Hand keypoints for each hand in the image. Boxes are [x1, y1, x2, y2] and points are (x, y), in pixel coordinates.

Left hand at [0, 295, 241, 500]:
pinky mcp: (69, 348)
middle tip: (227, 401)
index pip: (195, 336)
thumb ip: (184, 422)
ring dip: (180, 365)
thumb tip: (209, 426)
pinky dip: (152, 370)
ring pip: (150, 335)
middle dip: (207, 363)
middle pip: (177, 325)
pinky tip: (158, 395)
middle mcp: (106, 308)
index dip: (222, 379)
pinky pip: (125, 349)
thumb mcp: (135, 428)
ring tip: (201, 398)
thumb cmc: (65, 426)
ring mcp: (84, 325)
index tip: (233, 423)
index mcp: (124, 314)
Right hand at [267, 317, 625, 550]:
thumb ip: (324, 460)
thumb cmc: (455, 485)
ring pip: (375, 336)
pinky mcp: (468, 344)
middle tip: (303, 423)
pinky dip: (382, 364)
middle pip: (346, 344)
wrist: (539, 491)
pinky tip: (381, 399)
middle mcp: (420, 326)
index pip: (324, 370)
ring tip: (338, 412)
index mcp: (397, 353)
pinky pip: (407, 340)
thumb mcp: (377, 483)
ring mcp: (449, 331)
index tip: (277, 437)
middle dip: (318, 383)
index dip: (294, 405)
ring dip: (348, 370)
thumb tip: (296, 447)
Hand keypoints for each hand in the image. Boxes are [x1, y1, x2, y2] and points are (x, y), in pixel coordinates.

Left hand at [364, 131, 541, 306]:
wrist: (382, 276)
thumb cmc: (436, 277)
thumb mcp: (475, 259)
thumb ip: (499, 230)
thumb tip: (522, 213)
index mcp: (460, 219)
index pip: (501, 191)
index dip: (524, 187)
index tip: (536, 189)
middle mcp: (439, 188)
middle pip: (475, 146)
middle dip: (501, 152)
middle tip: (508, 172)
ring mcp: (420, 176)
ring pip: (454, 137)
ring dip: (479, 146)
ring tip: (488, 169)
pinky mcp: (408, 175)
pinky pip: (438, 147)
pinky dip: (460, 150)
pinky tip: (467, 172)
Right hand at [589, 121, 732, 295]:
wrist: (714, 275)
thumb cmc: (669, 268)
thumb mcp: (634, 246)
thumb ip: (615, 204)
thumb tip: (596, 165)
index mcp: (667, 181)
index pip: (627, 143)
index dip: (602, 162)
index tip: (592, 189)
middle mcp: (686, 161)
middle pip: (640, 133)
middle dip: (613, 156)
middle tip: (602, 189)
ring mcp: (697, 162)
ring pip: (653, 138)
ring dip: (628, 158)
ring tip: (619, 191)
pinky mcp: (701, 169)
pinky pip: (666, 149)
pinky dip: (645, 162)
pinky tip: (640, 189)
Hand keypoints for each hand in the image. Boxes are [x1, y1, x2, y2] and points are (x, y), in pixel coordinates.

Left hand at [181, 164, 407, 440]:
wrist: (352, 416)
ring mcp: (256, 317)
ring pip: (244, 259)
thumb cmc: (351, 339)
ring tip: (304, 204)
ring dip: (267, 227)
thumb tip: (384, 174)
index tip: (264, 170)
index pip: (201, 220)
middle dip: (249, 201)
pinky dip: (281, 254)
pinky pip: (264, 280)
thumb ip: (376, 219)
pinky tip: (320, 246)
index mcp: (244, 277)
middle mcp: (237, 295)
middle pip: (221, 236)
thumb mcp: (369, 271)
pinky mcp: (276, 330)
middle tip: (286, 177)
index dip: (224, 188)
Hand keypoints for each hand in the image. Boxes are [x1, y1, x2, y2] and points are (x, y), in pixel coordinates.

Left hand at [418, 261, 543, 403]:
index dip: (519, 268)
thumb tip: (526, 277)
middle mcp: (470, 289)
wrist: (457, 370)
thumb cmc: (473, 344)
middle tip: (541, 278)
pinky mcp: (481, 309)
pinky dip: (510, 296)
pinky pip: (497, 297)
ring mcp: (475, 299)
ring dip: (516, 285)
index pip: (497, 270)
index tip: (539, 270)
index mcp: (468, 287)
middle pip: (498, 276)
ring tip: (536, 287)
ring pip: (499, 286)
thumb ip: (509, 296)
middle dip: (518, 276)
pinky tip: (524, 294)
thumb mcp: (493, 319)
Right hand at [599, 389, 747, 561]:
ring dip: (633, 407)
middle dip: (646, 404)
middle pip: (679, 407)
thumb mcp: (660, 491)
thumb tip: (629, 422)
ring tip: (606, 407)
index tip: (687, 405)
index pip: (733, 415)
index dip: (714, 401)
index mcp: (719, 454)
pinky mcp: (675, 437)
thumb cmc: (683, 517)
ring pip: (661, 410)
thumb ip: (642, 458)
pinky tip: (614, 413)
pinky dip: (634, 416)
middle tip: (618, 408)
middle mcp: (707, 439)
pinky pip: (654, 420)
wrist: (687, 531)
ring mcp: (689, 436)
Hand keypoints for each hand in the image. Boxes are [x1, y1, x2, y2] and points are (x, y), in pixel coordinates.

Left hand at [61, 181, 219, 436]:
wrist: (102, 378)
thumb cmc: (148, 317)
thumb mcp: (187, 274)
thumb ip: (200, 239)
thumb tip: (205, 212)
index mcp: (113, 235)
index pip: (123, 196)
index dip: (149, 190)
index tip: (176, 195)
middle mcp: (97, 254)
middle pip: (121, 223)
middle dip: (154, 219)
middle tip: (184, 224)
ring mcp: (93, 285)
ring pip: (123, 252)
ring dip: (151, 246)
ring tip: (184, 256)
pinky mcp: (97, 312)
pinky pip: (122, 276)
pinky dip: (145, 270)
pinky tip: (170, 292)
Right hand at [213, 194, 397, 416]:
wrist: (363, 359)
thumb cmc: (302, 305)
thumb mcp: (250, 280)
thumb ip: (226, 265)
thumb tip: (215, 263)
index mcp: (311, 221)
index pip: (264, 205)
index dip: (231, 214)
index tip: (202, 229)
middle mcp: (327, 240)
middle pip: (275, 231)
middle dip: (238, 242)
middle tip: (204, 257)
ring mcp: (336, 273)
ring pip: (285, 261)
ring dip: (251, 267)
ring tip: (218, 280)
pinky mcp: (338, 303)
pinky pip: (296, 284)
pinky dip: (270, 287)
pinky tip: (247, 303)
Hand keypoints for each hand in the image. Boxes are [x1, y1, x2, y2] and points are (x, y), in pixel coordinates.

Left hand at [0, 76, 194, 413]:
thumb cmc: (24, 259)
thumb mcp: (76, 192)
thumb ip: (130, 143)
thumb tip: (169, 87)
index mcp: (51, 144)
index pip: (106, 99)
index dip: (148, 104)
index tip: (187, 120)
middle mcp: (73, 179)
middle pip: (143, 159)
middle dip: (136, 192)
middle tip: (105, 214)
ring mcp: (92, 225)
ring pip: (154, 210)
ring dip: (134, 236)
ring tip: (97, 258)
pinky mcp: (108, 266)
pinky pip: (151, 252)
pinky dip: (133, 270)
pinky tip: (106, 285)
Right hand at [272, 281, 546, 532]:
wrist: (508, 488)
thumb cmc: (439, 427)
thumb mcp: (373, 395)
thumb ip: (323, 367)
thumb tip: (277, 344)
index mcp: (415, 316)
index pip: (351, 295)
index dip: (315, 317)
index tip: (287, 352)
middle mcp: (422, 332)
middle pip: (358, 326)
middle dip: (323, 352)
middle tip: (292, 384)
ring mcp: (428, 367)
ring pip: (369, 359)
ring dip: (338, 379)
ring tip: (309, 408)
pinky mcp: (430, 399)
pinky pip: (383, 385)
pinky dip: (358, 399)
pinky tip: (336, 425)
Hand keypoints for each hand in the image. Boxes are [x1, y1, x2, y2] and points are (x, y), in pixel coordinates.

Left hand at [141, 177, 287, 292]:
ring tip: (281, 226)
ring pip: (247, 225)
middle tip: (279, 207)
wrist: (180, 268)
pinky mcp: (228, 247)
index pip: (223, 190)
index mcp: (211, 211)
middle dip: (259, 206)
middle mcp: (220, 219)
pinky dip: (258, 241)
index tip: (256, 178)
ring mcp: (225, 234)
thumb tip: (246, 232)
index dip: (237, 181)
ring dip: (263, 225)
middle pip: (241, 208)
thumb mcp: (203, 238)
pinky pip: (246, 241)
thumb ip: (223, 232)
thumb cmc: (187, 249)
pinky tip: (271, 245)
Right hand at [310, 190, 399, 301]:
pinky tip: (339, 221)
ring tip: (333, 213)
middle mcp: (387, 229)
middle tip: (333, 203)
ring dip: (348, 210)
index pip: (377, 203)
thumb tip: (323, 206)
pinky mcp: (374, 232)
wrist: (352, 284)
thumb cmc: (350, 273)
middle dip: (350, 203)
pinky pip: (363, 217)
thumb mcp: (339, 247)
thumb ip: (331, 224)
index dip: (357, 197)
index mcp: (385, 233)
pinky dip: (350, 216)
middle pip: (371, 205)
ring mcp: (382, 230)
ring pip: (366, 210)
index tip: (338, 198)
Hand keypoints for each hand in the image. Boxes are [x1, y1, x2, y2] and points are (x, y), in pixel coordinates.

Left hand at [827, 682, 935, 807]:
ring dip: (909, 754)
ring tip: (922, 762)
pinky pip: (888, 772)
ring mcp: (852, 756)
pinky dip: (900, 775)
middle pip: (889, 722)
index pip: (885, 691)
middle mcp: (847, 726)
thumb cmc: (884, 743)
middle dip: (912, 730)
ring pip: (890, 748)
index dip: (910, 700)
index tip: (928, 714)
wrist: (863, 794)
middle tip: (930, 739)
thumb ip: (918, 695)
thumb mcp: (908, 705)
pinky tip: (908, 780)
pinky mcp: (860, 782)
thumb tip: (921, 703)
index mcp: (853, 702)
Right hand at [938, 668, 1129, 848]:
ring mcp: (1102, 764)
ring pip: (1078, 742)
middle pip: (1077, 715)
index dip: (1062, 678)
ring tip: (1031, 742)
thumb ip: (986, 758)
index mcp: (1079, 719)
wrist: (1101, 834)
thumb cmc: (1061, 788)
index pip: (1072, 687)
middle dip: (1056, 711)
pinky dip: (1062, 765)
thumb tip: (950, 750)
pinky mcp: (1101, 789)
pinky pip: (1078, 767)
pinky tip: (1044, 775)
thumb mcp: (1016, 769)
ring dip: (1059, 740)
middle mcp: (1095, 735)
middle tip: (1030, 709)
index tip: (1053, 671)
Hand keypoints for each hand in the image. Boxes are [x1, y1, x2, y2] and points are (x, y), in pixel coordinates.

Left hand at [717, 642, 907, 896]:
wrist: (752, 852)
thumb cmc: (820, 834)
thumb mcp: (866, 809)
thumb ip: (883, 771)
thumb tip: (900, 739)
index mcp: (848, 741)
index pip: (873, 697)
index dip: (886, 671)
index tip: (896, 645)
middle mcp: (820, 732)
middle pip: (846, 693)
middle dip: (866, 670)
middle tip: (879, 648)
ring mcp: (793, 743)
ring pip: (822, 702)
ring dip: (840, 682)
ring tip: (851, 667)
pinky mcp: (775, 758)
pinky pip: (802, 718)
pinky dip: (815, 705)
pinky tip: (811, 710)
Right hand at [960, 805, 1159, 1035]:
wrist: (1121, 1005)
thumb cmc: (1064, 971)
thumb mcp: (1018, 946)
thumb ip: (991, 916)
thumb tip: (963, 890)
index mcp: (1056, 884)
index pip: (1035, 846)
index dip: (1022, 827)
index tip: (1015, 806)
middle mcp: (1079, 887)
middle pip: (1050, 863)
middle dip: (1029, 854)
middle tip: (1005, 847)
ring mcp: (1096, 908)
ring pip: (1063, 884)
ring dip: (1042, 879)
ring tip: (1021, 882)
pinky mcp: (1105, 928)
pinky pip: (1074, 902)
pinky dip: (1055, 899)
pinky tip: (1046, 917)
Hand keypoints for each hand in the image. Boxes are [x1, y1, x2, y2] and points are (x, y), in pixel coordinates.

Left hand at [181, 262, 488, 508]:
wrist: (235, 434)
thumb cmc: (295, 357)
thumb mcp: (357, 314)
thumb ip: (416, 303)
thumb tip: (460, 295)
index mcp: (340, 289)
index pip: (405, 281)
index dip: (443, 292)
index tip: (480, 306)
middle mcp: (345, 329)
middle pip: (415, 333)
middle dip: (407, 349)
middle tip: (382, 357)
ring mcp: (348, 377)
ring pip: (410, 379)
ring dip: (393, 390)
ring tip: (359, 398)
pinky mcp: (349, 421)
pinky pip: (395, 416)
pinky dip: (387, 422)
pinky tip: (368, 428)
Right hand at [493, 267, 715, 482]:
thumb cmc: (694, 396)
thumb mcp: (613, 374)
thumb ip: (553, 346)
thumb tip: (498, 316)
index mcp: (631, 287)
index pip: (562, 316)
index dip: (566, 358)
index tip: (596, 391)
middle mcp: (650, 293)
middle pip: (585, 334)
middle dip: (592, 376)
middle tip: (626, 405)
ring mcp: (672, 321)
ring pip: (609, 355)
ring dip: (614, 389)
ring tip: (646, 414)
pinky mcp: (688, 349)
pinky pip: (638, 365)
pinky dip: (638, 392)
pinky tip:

________

Check each line above for "Left" and return the ones that have it.

* _EXERCISE ANSWER_:
Left hand at [0, 295, 241, 500]:
Left hand at [364, 131, 541, 306]:
Left hand at [181, 164, 407, 440]:
Left hand at [418, 261, 543, 403]:
Left hand at [61, 181, 219, 436]:
Left hand at [0, 76, 194, 413]:
Left hand at [141, 177, 287, 292]:
Left hand at [827, 682, 935, 807]:
Left hand at [717, 642, 907, 896]:
Left hand at [181, 262, 488, 508]:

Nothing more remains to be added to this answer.